Configurazione¶
Settings¶
jmb.core
only looks for 3 variables, no one is required:
- WARNING_RULES
determine visibility of Warnings based on module and mesage text
- JMB_MONKEY_PATCH_INCLUDE
patches that will be applied
- JMB_MONKEY_PATCH_EXCLUDE
patches that won’t be applied
AppConfig¶
-
class
jmb.core.apps.
JmbCoreConfig
(app_name, app_module)[source]¶ An AppConfig that take care to monkey patch django and apply control over DeprecationWarning
-
tune_warnings
()[source]¶ Add filter warnings rules so as to ignore warnings from modules or matching pattern defined in WARNING_RULES
WARNINGS_RULES
must be a list of tuples whose first element is a module name (e.g.: ‘jmb’, ‘jmb.core’, ‘django.contrib.auth’, ‘cms’) and the second element is a regexp matching the text of the message.
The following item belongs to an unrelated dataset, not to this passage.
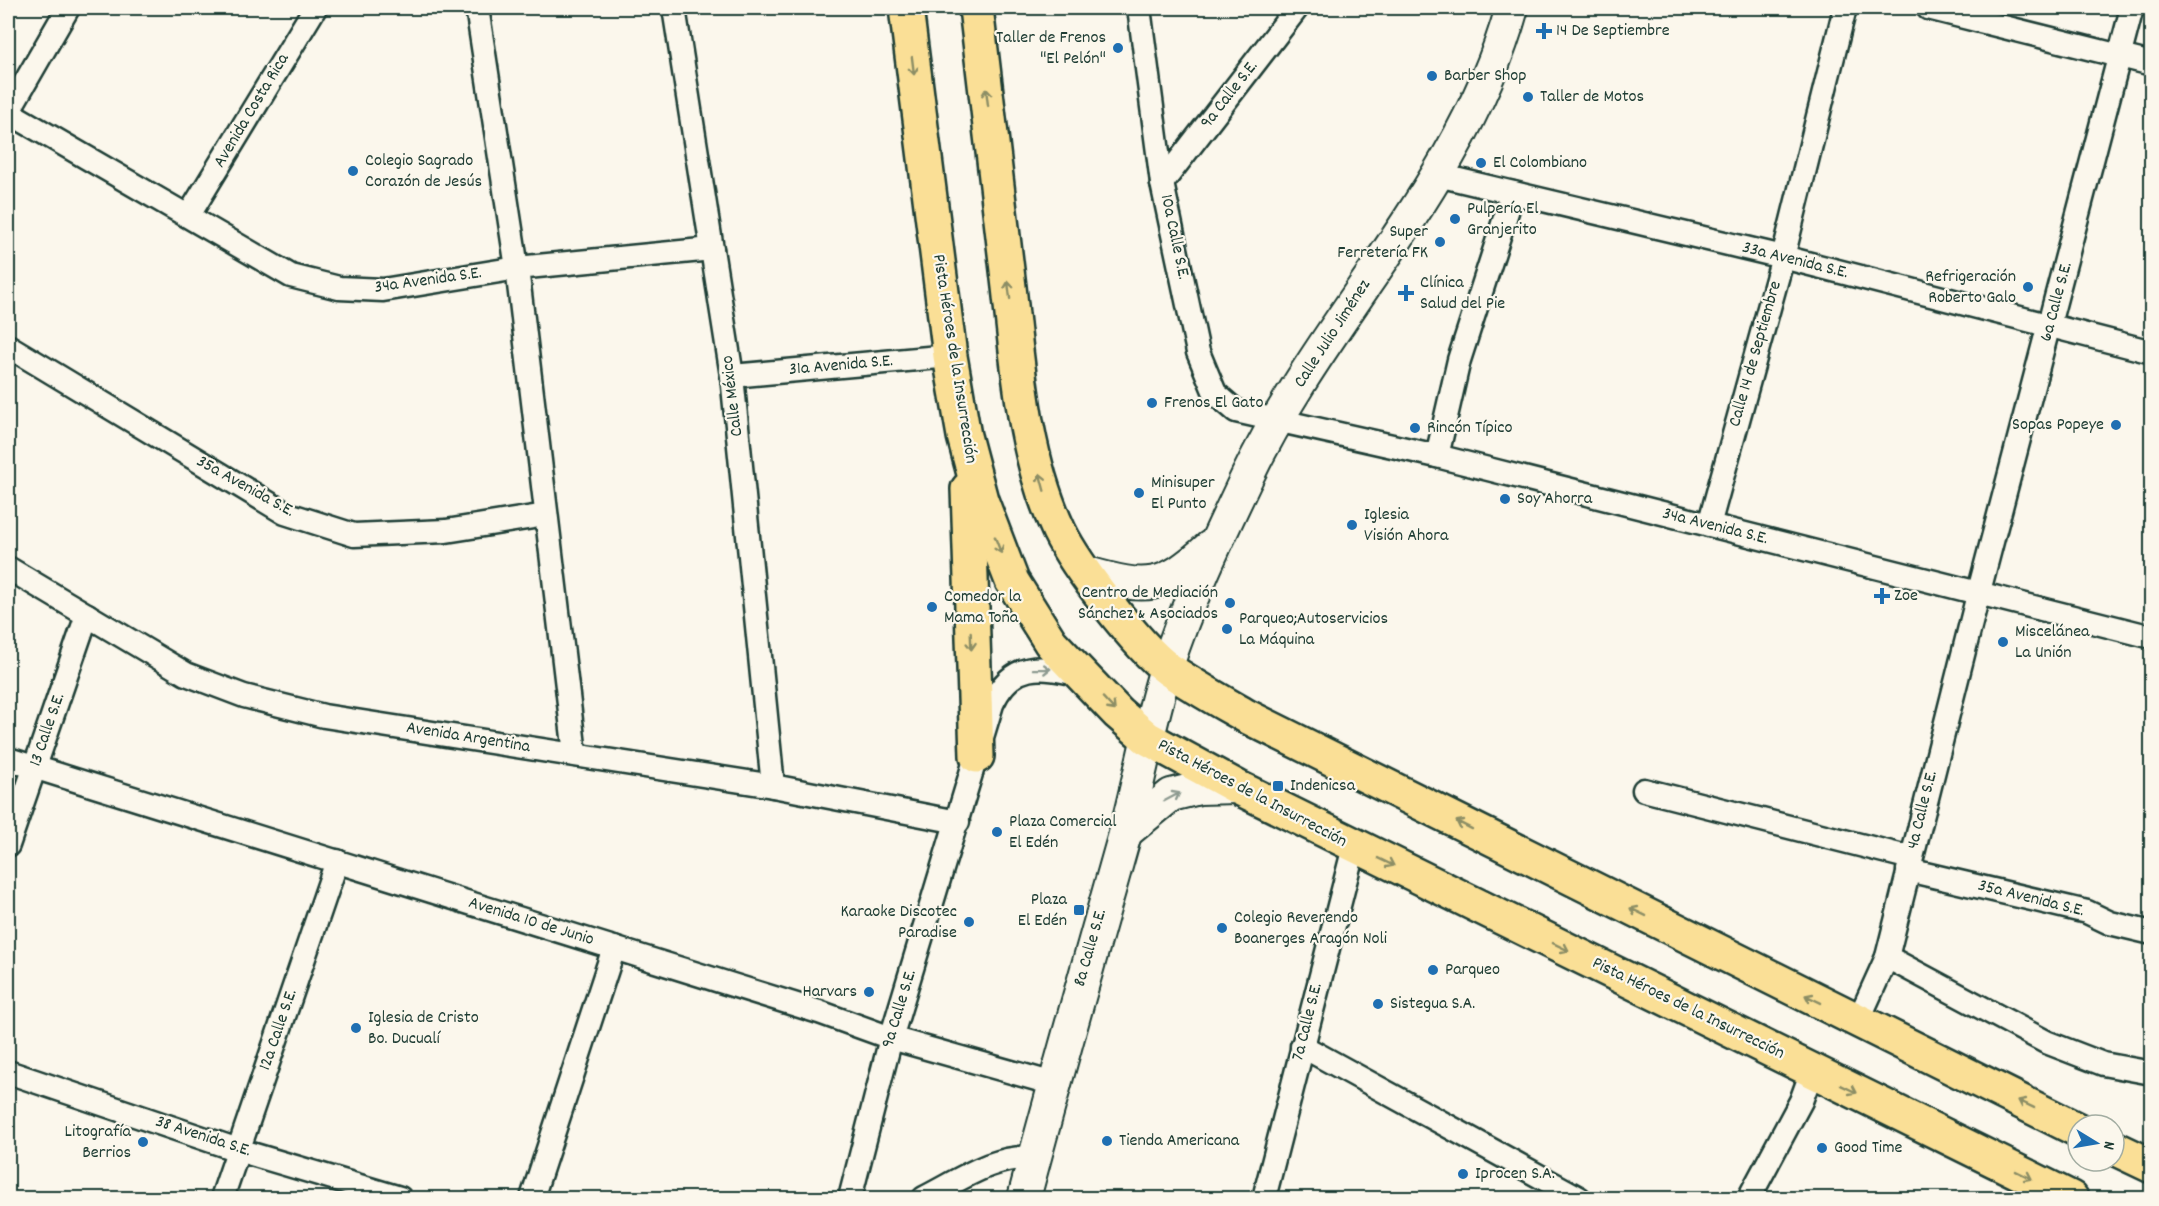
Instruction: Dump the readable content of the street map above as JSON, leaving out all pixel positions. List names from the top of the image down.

These two values will be passed to warnings.filterwarning as module and message parameters.
-
WARNING_RULES¶
WARNING_RULES
It’s based on 2 criteria:
the module where the warning is issued
the regexp of the text of the error
It uses warning.filterwarnings
and is fired from within
AppConfig in the JmbCoreConfig.__init__
so as to come
after django’s configure_logging
but before any module import
WARNING_RULES
is a list of tuples, each tuple is composed of a
module_name
and a regexp.
The goal of this settings is to silence warning coming from packages that you don’t want/may change so that you don’t miss important warning that you shoud take care of. The main necessity comes from the fact that in the transition from on django rel to the other some packages may raise warning that flood the console. If I concentrate on porting one package I don’t want other packages to hide these messages in the mess of other ones.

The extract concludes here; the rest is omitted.